::: Task input

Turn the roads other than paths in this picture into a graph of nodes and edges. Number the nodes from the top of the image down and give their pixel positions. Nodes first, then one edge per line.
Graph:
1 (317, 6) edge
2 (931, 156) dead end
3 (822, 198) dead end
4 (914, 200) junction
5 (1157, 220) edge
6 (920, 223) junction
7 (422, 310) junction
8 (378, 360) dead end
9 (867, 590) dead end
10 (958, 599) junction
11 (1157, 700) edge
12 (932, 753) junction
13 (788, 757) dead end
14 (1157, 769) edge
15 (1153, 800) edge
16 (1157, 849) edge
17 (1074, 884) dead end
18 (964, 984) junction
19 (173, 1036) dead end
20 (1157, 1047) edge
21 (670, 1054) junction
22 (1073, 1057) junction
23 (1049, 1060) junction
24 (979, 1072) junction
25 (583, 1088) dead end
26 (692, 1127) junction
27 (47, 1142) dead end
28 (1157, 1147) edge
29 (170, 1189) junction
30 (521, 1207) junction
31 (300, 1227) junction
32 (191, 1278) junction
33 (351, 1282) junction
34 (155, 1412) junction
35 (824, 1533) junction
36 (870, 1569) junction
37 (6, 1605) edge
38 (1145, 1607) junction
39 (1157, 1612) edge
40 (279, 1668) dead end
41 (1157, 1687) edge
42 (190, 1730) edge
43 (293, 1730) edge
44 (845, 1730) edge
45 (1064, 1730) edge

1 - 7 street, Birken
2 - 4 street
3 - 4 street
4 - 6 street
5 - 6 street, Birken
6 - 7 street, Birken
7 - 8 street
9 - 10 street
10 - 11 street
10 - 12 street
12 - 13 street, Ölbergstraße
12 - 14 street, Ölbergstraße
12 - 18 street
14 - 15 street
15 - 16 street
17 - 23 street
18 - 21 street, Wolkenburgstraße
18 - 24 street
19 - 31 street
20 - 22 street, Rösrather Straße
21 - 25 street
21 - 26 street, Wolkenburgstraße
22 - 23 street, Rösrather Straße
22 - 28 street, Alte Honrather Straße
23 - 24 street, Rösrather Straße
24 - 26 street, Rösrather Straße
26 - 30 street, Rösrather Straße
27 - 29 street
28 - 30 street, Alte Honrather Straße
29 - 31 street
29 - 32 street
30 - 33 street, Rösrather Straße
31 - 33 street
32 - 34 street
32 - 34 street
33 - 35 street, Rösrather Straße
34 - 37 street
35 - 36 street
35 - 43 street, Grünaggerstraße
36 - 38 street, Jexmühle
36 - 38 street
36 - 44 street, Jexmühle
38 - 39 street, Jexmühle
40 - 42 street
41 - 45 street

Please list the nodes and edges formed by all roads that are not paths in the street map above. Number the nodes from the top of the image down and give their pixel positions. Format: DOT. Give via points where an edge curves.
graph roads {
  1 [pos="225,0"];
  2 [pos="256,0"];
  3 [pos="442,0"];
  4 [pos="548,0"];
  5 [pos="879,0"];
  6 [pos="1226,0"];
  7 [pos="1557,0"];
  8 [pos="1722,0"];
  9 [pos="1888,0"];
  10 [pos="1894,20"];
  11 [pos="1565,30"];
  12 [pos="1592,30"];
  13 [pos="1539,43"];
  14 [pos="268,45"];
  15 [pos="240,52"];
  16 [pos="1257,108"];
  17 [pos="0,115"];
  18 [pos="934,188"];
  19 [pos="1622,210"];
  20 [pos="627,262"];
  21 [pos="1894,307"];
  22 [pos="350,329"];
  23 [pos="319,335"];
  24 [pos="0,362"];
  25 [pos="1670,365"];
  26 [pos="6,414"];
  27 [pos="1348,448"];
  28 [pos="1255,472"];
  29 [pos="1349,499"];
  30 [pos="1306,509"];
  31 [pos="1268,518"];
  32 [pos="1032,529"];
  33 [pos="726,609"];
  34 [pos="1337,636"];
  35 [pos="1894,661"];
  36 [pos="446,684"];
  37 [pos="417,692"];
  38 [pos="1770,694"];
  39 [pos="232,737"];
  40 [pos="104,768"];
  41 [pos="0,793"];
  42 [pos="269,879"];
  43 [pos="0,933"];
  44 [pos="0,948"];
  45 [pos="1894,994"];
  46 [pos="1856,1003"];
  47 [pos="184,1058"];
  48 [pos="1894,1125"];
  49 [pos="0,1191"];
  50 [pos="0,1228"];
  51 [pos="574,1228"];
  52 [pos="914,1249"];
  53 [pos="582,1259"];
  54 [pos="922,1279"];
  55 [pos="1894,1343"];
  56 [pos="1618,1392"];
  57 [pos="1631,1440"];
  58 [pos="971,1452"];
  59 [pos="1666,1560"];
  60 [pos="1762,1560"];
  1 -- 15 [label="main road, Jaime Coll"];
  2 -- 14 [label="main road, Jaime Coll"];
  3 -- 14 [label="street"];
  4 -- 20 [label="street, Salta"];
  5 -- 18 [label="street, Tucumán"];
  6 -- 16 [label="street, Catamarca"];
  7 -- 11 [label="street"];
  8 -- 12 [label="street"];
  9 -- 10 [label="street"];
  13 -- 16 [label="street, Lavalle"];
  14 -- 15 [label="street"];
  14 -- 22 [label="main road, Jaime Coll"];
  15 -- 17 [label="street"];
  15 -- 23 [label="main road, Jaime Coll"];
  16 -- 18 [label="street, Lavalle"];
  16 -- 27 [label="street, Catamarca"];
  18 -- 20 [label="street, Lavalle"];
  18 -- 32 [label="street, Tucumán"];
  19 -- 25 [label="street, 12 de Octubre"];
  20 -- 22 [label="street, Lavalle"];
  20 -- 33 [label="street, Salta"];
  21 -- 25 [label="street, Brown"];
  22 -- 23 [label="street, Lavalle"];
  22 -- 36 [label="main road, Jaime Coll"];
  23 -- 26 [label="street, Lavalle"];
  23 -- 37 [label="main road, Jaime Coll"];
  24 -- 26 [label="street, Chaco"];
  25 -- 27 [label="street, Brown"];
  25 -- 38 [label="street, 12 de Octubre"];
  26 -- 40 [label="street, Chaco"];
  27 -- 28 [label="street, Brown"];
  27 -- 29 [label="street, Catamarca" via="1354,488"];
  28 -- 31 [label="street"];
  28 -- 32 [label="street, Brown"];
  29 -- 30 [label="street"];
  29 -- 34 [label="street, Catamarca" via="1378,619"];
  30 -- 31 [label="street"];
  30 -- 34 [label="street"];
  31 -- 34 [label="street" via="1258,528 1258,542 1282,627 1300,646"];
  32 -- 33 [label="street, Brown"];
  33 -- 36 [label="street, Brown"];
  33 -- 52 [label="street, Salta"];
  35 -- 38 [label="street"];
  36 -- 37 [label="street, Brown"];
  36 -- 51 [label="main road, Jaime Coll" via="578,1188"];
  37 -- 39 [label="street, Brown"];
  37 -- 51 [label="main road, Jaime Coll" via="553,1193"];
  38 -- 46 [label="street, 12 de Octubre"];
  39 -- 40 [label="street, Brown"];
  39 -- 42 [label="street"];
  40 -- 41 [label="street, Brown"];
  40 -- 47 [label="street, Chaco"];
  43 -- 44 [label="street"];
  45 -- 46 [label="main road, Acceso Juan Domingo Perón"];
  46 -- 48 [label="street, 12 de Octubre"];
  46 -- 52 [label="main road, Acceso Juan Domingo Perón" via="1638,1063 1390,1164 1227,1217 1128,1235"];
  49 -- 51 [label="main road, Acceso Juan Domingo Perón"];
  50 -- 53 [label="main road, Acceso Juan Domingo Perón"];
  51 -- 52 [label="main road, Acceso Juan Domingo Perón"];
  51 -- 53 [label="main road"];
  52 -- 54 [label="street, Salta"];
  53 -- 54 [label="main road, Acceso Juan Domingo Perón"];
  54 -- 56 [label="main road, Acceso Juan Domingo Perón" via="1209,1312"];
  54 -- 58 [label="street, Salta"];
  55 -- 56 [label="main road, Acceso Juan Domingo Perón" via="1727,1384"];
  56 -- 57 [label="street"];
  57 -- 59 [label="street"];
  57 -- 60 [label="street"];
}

::::::

● Exercise
Search the preceding listing for "Tucumán" and extract every line where it is found.

● Answer to this task
  5 -- 18 [label="street, Tucumán"];
  18 -- 32 [label="street, Tucumán"];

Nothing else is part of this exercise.